“The ruler of the aviary,” I muttered viciously.
“It annoys you that I should talk of that time?” she asked in a tender voice. “Well, I won’t, except for once to say that you must not make a mistake: in that aviary he was the man. I know because he used to talk to me afterwards sometimes. Strange! For six years he seemed to carry all the world and me with it in his hand. . . . "
“He dominates you yet,” I shouted.
She shook her head innocently as a child would do.
“No, no. You brought him into the conversation yourself. You think of him much more than I do.” Her voice drooped sadly to a hopeless note. “I hardly ever do. He is not the sort of person to merely flit through one’s mind and so I have no time. Look. I had eleven letters this morning and there were also five telegrams before midday, which have tangled up everything. I am quite frightened.”
And she explained to me that one of them—the long one on the top of the pile, on the table over there—seemed to contain ugly inferences directed at herself in a menacing way. She begged me to read it and see what I could make of it.
I knew enough of the general situation to see at a glance that she had misunderstood it thoroughly and even amazingly. I proved it to her very quickly. But her mistake was so ingenious in its wrongheadedness and arose so obviously from the distraction of an acute mind, that I couldn’t help looking at her admiringly.
“Rita,” I said, “you are a marvellous idiot.”
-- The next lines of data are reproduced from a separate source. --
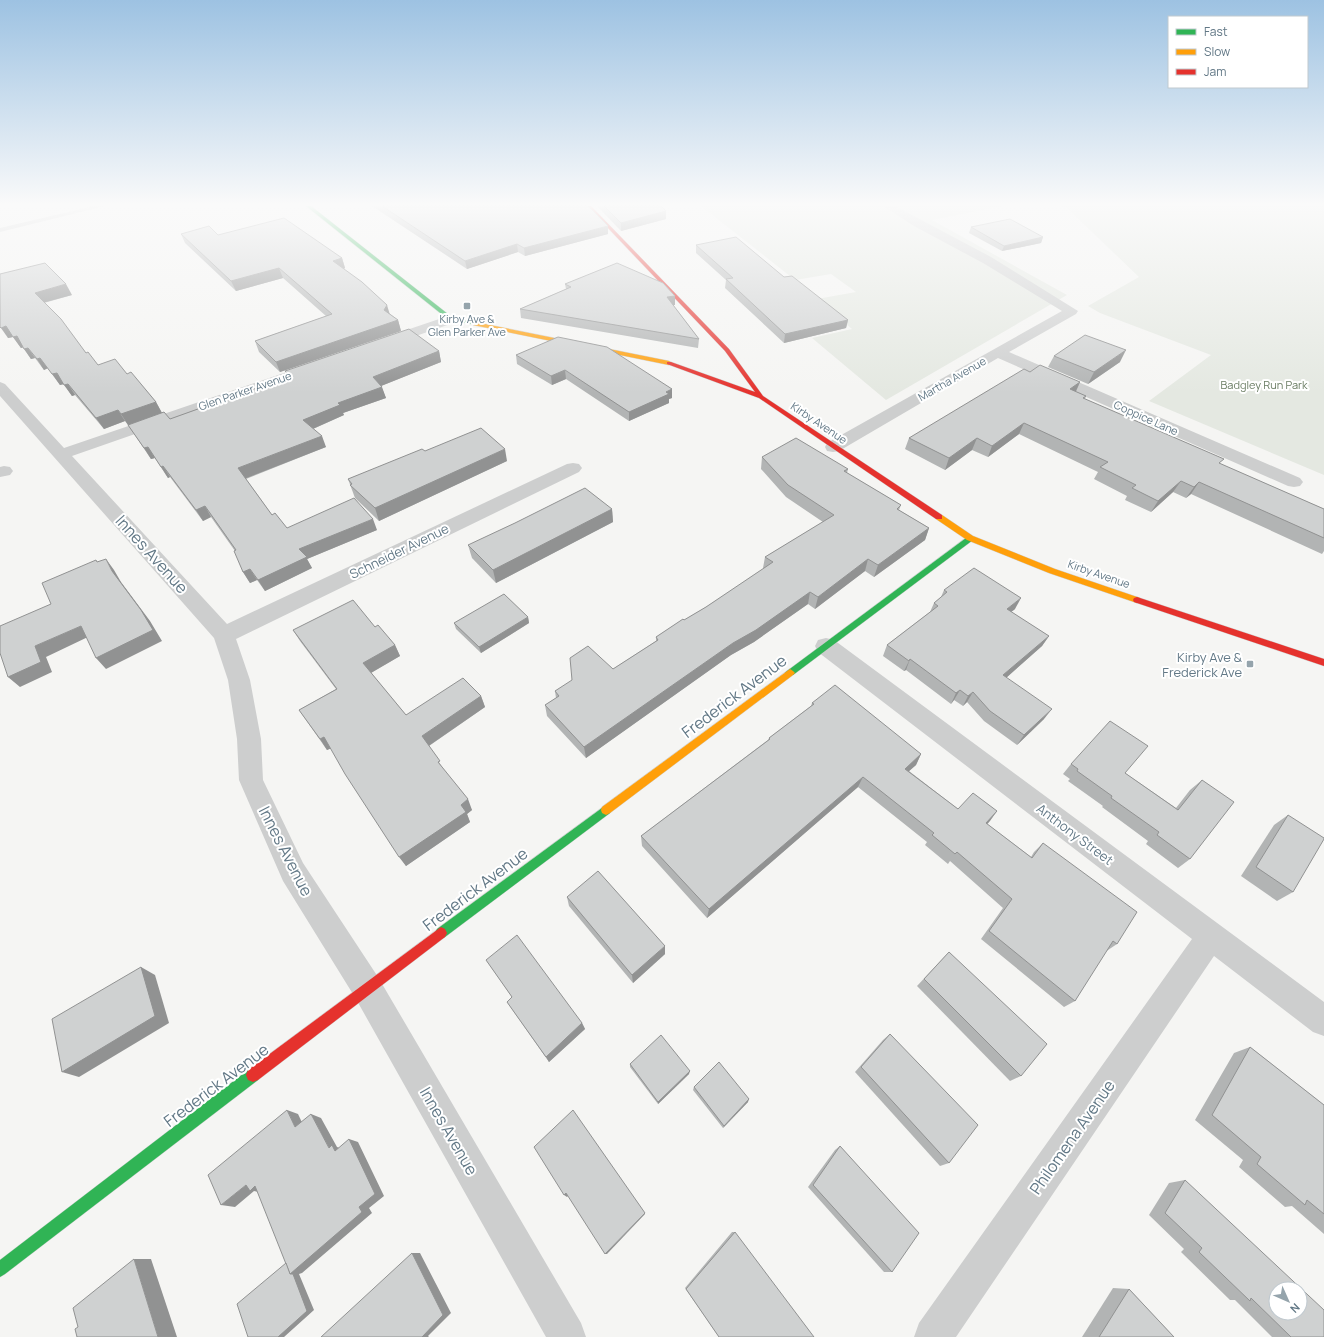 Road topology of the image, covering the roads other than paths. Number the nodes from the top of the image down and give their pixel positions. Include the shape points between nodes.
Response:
1 (387, 268) edge
2 (649, 268) edge
3 (1001, 268) edge
4 (451, 319) junction
5 (370, 347) edge
6 (998, 353) junction
7 (333, 360) edge
8 (0, 387) edge
9 (761, 398) junction
10 (833, 447) junction
11 (62, 454) junction
12 (574, 468) dead end
13 (1294, 482) dead end
14 (970, 538) junction
15 (224, 635) junction
16 (826, 646) junction
17 (1324, 663) edge
18 (1211, 936) junction
19 (367, 988) junction
20 (1324, 1021) edge
21 (0, 1269) edge
22 (567, 1337) edge
23 (933, 1337) edge

1 - 4 street, Kirby Avenue
2 - 9 street via 727,350
3 - 6 street, Martha Avenue via 1071,311
4 - 5 street
4 - 9 street, Kirby Avenue via 662,360
6 - 10 street, Martha Avenue
6 - 13 street, Coppice Lane
7 - 11 street, Glen Parker Avenue
8 - 11 street, Innes Avenue
9 - 10 street, Kirby Avenue
10 - 14 street, Kirby Avenue
11 - 15 street, Innes Avenue
12 - 15 street, Schneider Avenue
14 - 16 street, Frederick Avenue
14 - 17 street, Kirby Avenue via 1052,571
15 - 19 street, Innes Avenue via 239,680 249,739 251,780 293,872
16 - 18 street, Anthony Street
16 - 19 street, Frederick Avenue
18 - 20 street, Anthony Street
18 - 23 street, Philomena Avenue
19 - 21 street, Frederick Avenue
19 - 22 street, Innes Avenue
“Am I? Imbecile,” she retorted with an enchanting smile of relief. “But perhaps it only seems so to you in contrast with the lady so perfect in her way. What is her way?”
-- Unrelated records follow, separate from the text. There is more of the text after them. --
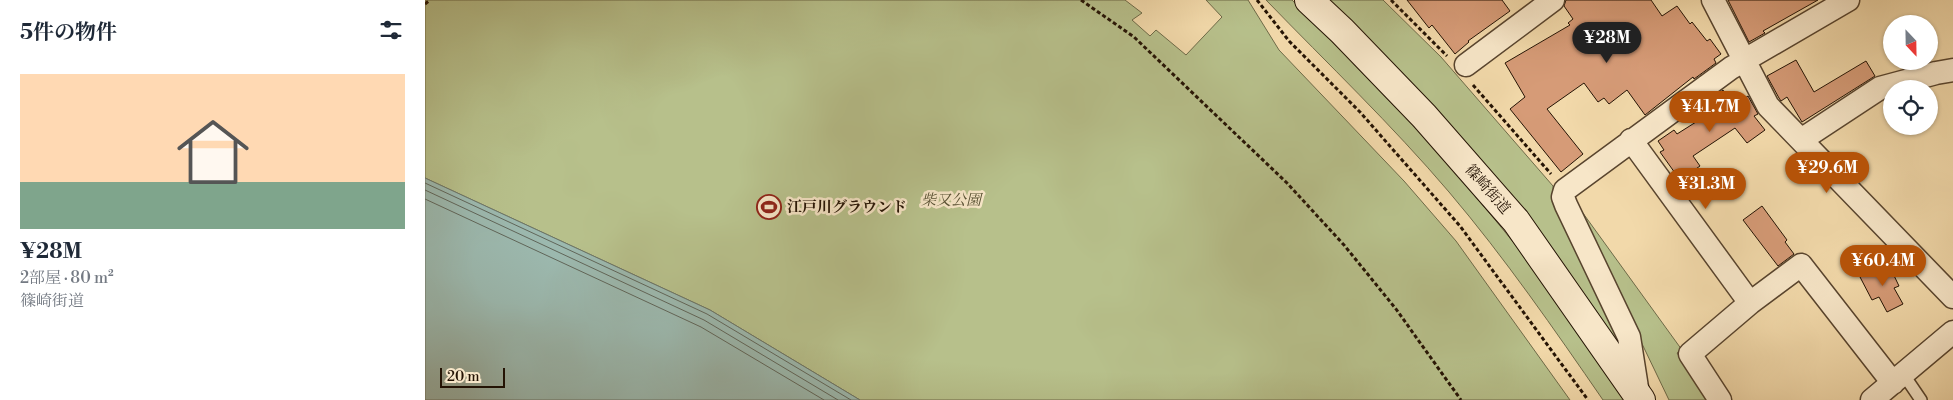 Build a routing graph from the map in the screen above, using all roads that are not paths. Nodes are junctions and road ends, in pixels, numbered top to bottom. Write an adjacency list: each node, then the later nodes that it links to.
1 (1309, 0): 14 (main road, 篠崎街道)
2 (1553, 0): 6 (street)
3 (1713, 0): 5 (street)
4 (1848, 0): 5 (street)
5 (1744, 61): 8 (street); 9 (street)
6 (1464, 70)
7 (1953, 70): 9 (street)
8 (1631, 140): 11 (street); 14 (street)
9 (1801, 140): 10 (street)
10 (1953, 297)
11 (1750, 303): 13 (street); 15 (street)
12 (1953, 332): 13 (street)
13 (1898, 379): 16 (street); 17 (lane)
14 (1639, 398)
15 (1721, 400)
16 (1872, 400)
17 (1921, 400)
“Her way, I should say, lies somewhere between her sixtieth and seventieth year, and I have walked tete-a-tete with her for some little distance this afternoon.”
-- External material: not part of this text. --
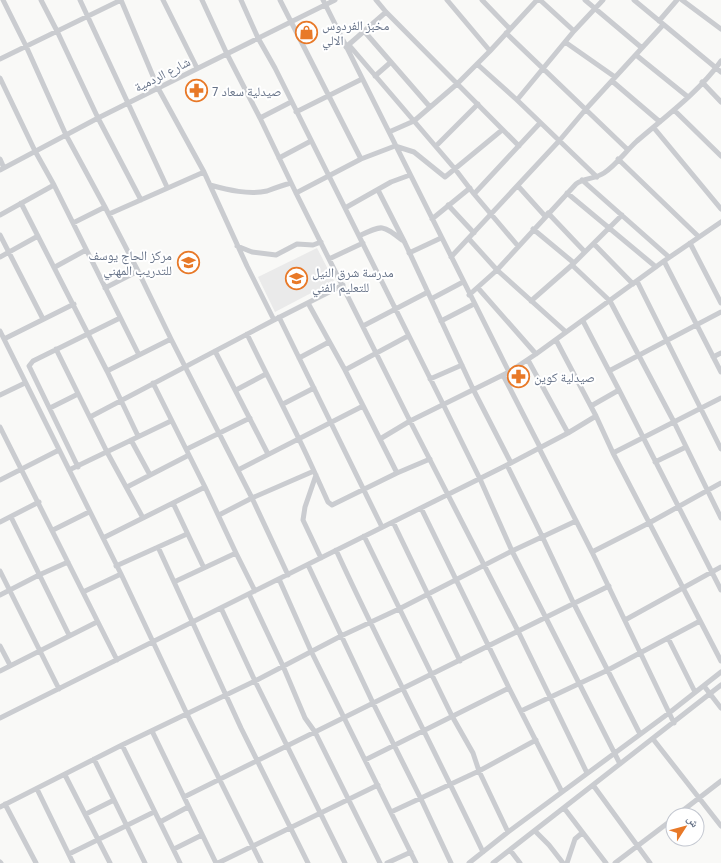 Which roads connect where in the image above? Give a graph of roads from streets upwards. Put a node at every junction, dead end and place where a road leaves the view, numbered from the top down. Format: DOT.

“Heavens,” she whispered, thunderstruck. “And meantime I had the son here. He arrived about five minutes after Rose left with that note for you,” she went on in a tone of awe. “As a matter of fact, Rose saw him across the street but she thought she had better go on to you.”
“I am furious with myself for not having guessed that much,” I said bitterly. “I suppose you got him out of the house about five minutes after you heard I was coming here. Rose ought to have turned back when she saw him on his way to cheer your solitude. That girl is stupid after all, though she has got a certain amount of low cunning which no doubt is very useful at times.”
“I forbid you to talk like this about Rose. I won’t have it. Rose is not to be abused before me.”
“I only mean to say that she failed in this instance to read your mind, that’s all.”